Publisher: "If You Can Afford An Ebook Device, You Can Pay More For Ebooks"

Imagine trying to buy a book from Big Generic Bookstore and watching the cashier add $5 to the sticker price. “What are you doing?!” you cry out, waving a fist menacingly at him. “You look like you can afford it,” he says back to you with a hint of entitltement. That’s basically what a publishing industry expert said in a piece he wrote last week about ebook pricing.

Michael Cader’s piece was aimed at publishers (it’s only available behind a pay wall, but you can read a summary of it here), and it laid out a strategy for how publishers should frame the ebook pricing discussion so that they can wrest control of the issue away from the dumb old media. A lot of it, in fact, is advice on how to get out of Amazon’s PR chokehold on topics like average price, consumer purchasing habits, and fair value. Cader is a publisher himself, and a smart guy who tends to be ahead of the curve in marketplace trends, so publishing types pay attention when he speaks. Among his advice to the industry is this one:

“People who can afford an ereading device can afford all proposed ebook prices.”

By that, Cader means that it’s unreasonable for a consumer to say he can’t afford to pay more for an ebook. Cader and other publishers may be justifiably upset that Amazon rolled their products up into its own marketing for the Kindle, but the truth is that there are plenty of customers who indeed bought a Kindle to save money over the long term. The idea is to invest in a special device that can serve as the physical manifestation of any book you load onto it.

On a more basic level, what consumers are willing to pay for a device and what they’re willing to pay for an ebook are two different matters and can’t be compared. But since Cader is doing so, let’s take a look at them.

Maybe a customer can pay more for a digital book, but why should he? Currently, nearly all the value of the ebook format comes from the device, not the publisher. Portability, frictionless purchasing experience, syncing across multiple registered devices–all of that is provided by the device and the retailer’s back-end.

By contrast, here’s what the publisher currently provides in an ebook edition: typos, no additional content over the print version, no cover art, perhaps no photographs or illustrations, and no custom formatting. Saddle that with DRM that deliberately interferes with the consumer’s ability to preserve or make full use of his library, and you’ve got one pretty low-value digital offering from a publisher.

You can blame some of the drawbacks on the technology–E Ink can’t handle video or color, and various formats can’t display images or special formatting. If you make that excuse, though, you’re also basically admitting that the ebook edition of a book provides less value than a print edition, and that the only benefits are conveyed by the device and not the book itself.

So you’re right, publisher; maybe I can afford to buy an ereader device. That doesn’t mean you can jack up the price on your crappy digital copy that currently offers less usefulness than a physical copy, and then hide behind the device’s potential and cry, “I want to be treated like I make expensive baubles too!” Because you don’t. You currently make poorly proofread digital files stripped of most of the qualities that make digital content awesome.

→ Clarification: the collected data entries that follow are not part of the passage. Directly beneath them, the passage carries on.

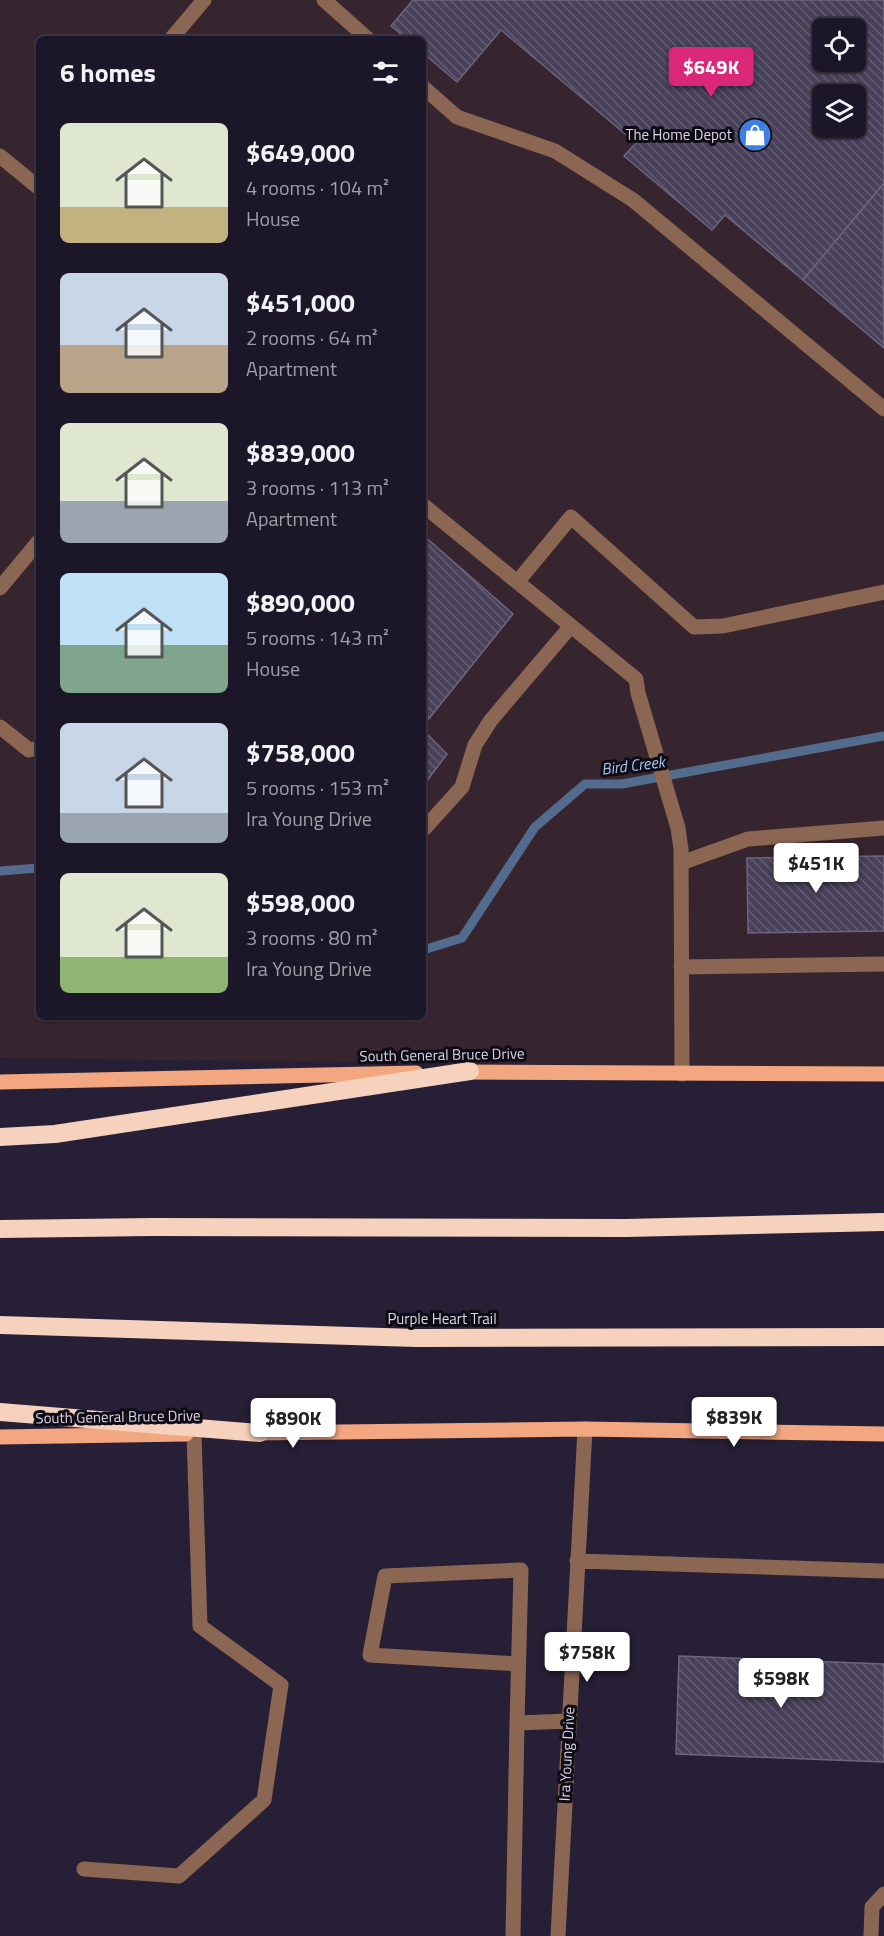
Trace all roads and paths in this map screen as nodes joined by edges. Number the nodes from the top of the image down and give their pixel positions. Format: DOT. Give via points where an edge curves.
graph roads {
  1 [pos="204,0"];
  2 [pos="324,0"];
  3 [pos="174,36"];
  4 [pos="365,36"];
  5 [pos="426,90"];
  6 [pos="0,156"];
  7 [pos="36,186"];
  8 [pos="884,409"];
  9 [pos="426,507"];
  10 [pos="36,545"];
  11 [pos="518,581"];
  12 [pos="0,588"];
  13 [pos="884,592"];
  14 [pos="572,626"];
  15 [pos="0,727"];
  16 [pos="36,749"];
  17 [pos="426,827"];
  18 [pos="884,828"];
  19 [pos="681,863"];
  20 [pos="884,964"];
  21 [pos="681,966"];
  22 [pos="470,1071"];
  23 [pos="682,1074"];
  24 [pos="884,1074"];
  25 [pos="0,1082"];
  26 [pos="0,1137"];
  27 [pos="884,1222"];
  28 [pos="0,1229"];
  29 [pos="0,1325"];
  30 [pos="884,1337"];
  31 [pos="0,1412"];
  32 [pos="585,1429"];
  33 [pos="261,1433"];
  34 [pos="194,1434"];
  35 [pos="884,1434"];
  36 [pos="0,1437"];
  37 [pos="577,1561"];
  38 [pos="884,1571"];
  39 [pos="518,1664"];
  40 [pos="569,1721"];
  41 [pos="517,1723"];
  42 [pos="84,1869"];
  43 [pos="884,1894"];
  44 [pos="513,1936"];
  45 [pos="558,1936"];
  46 [pos="871,1936"];
  1 -- 3 [label="street"];
  2 -- 4 [label="street"];
  5 -- 8 [label="street" via="457,117 555,151 633,200"];
  6 -- 7 [label="street"];
  9 -- 11 [label="street"];
  10 -- 12 [label="street"];
  11 -- 13 [label="street" via="571,517 694,627 723,626"];
  11 -- 14 [label="street"];
  14 -- 17 [label="street" via="491,720 475,745 462,787"];
  14 -- 19 [label="street" via="636,680 678,828"];
  15 -- 16 [label="street" via="29,750"];
  18 -- 19 [label="street" via="748,839"];
  19 -- 21 [label="street"];
  20 -- 21 [label="street"];
  21 -- 23 [label="street"];
  22 -- 23 [label="main road, South General Bruce Drive"];
  22 -- 25 [label="main road, South General Bruce Drive"];
  22 -- 26 [label="highway" via="55,1134"];
  23 -- 24 [label="main road, South General Bruce Drive"];
  27 -- 28 [label="highway" via="626,1228"];
  29 -- 30 [label="highway, Purple Heart Trail" via="416,1338"];
  31 -- 33 [label="highway"];
  32 -- 33 [label="main road, South General Bruce Drive"];
  32 -- 35 [label="main road, South General Bruce Drive"];
  32 -- 37 [label="street, Ira Young Drive"];
  33 -- 34 [label="main road, South General Bruce Drive"];
  34 -- 36 [label="main road, South General Bruce Drive"];
  34 -- 42 [label="street" via="200,1626 281,1685 264,1800 179,1876"];
  37 -- 38 [label="street"];
  37 -- 40 [label="street, Ira Young Drive"];
  39 -- 39 [label="street" via="521,1570 385,1576 370,1655"];
  39 -- 41 [label="street"];
  40 -- 41 [label="street"];
  40 -- 45 [label="street, Ira Young Drive"];
  41 -- 44 [label="street"];
  43 -- 46 [label="street" via="872,1907"];
}
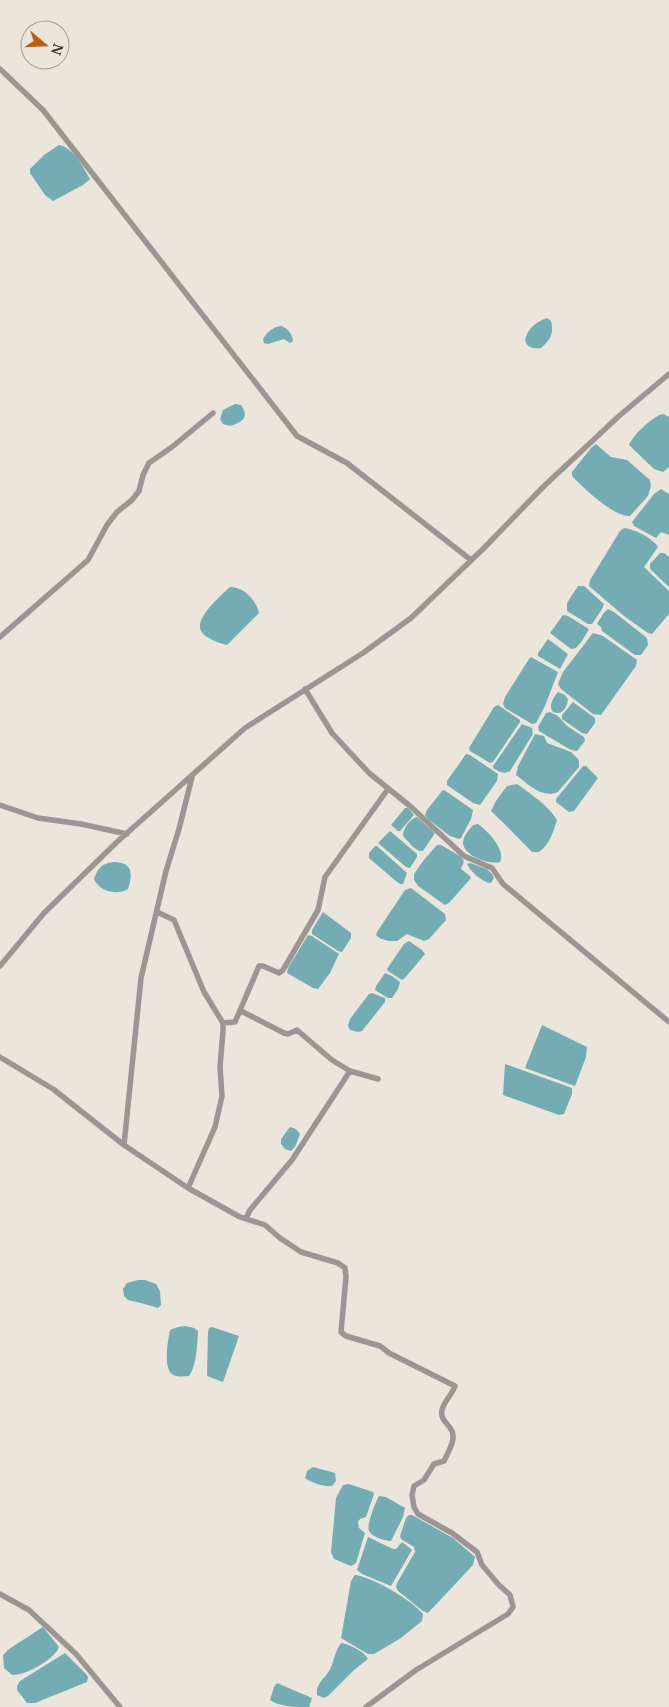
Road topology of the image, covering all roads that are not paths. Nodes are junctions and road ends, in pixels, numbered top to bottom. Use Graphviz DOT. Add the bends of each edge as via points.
graph roads {
  1 [pos="0,69"];
  2 [pos="669,374"];
  3 [pos="213,413"];
  4 [pos="471,560"];
  5 [pos="0,637"];
  6 [pos="305,689"];
  7 [pos="192,777"];
  8 [pos="388,789"];
  9 [pos="0,805"];
  10 [pos="127,834"];
  11 [pos="156,912"];
  12 [pos="0,966"];
  13 [pos="241,1010"];
  14 [pos="669,1022"];
  15 [pos="223,1023"];
  16 [pos="0,1057"];
  17 [pos="350,1071"];
  18 [pos="378,1079"];
  19 [pos="124,1145"];
  20 [pos="188,1188"];
  21 [pos="246,1218"];
  22 [pos="0,1594"];
  23 [pos="120,1707"];
  24 [pos="366,1707"];
  1 -- 4 [label="street" via="43,110 297,436 347,463"];
  2 -- 4 [label="street" via="543,487"];
  3 -- 5 [label="street" via="149,463 138,491 107,525 88,560"];
  4 -- 6 [label="street" via="411,618"];
  6 -- 7 [label="street" via="246,728"];
  6 -- 8 [label="street" via="332,733 369,774"];
  7 -- 10 [label="street"];
  7 -- 11 [label="street"];
  8 -- 13 [label="street" via="324,877 318,910 283,970 279,973 259,966"];
  8 -- 14 [label="street" via="464,856 492,868 503,884"];
  9 -- 10 [label="street" via="38,818"];
  10 -- 12 [label="street" via="44,912"];
  11 -- 15 [label="street" via="174,920 204,992"];
  11 -- 19 [label="street" via="141,978"];
  13 -- 15 [label="street" via="236,1022"];
  13 -- 17 [label="street" via="284,1033 297,1030"];
  15 -- 20 [label="street" via="222,1096 215,1127"];
  16 -- 19 [label="street" via="54,1089"];
  17 -- 18 [label="street"];
  17 -- 21 [label="street" via="292,1160"];
  19 -- 20 [label="street"];
  20 -- 21 [label="street"];
  21 -- 24 [label="street" via="265,1225 301,1252 345,1268 341,1332 380,1346 455,1386 442,1410 442,1417 452,1430 451,1446 444,1460 434,1464 426,1478 414,1486 414,1507 418,1514 477,1552 482,1566 510,1595 513,1603 508,1614 416,1670"];
  22 -- 23 [label="street" via="29,1610 76,1654"];
}
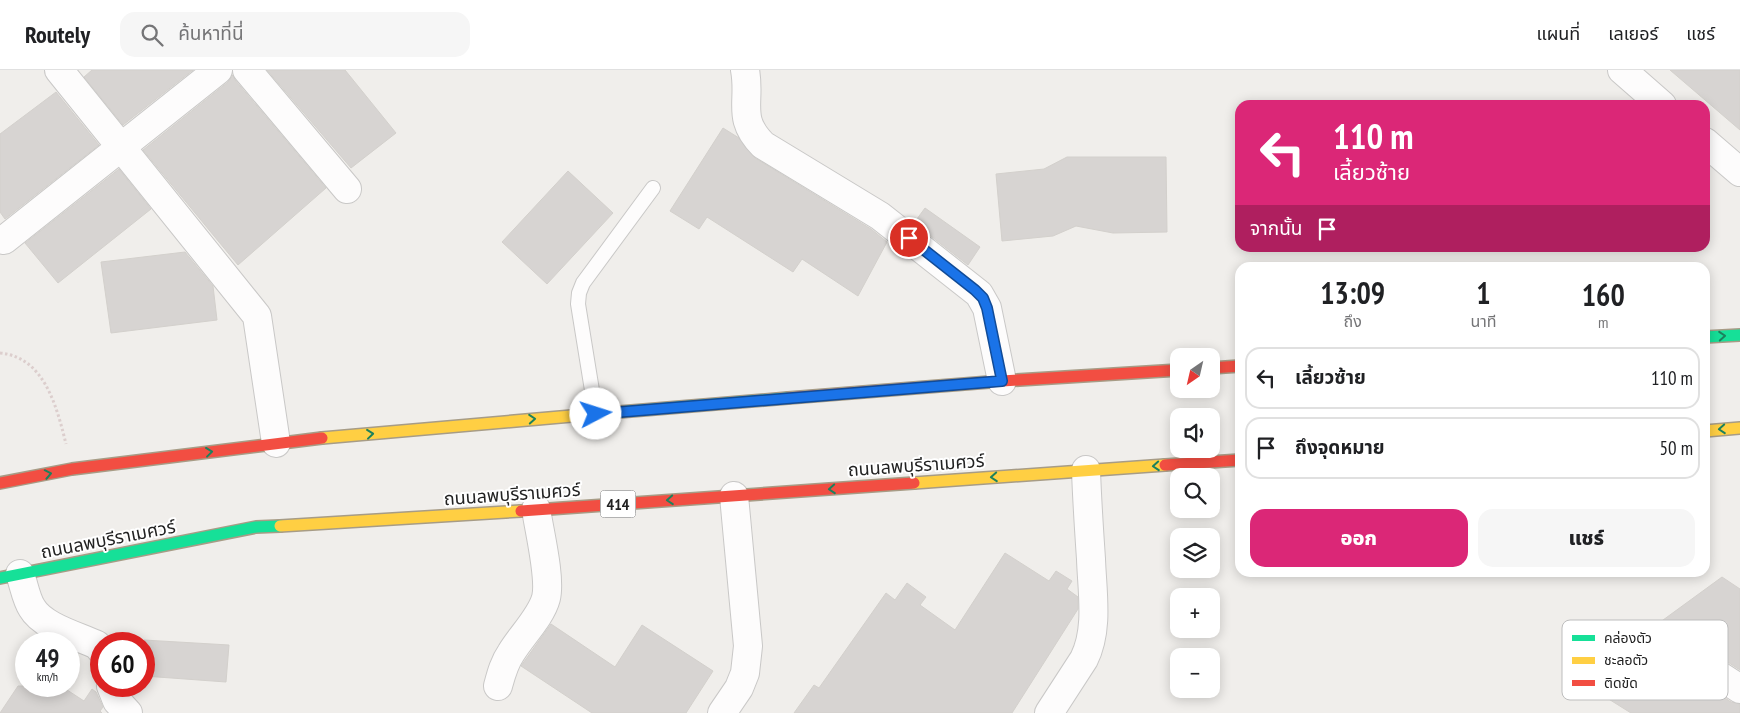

So here’s some other advice for publishers who want to win the cooperation of customers while also pricing ebooks in a way that’s fair to both sides:

Stop acting like consumers are being cheap. What consumers actually want are ebooks that are fairly priced. You’re trying to frame the other side as being irrational and greedy, but in reality consumers–despite the more histrionic posts on Amazon’s forums–are still not convinced that publishers have done anything to add value to the ebook.

Stop hiding behind your industry’s inefficiencies. You should try to improve them, not use them as a shield to protect you from criticism. The first thing that comes to mind is the waste inherent in how printed copies are sold to bookstores. In addition, acquiring, preparing for publication, and marketing books are all areas where publishers seem unable to innovate, despite the cost savings that digital distribution should convey over long periods of time.

Stop saying “trust us.” Smart consumers know that no self-respecting company is innately trustworthy, no matter how many years it’s spent trying to integrate that idea into its brand (and publishers don’t do that kind of brand management anyway ). Demonstrate. Prove your intentions through behavior. By that measure, publishers have so far only indicated that they want ebooks to be priced in the realm of hardcovers. You can look to the list prices of ebooks on Amazon for proof, or look at pre-Kindle era retailers like Fictionwise. For example, the fourth Twilight book came out in August 2008, but as of February 2010 the publisher feels the digital version should cost the same as the hardcover–an astounding $22.99. (And yes, that publisher’s owner is one of the companies arguing for more control over pricing.) It’s true that in the recent spat between Macmillan and Amazon, the publisher pointed out that it would price new releases at $15 or less–but based on past pricing patterns, there’s no reason to believe that any publisher would subsequently drop the book to a $10 or less price point after it’s been out for a while.

Stop the emotional appeals. Saying digital publishing will starve authors and kill first born sons makes it seem like you’re basing your business decisions on irrational fears, which helps no one. Just admit that you want to price your ebooks as high as the market will bear. There’s no shame in admitting that, and the sooner you do the sooner ebook consumers can demand that you step up and start providing real value in exchange for higher prices.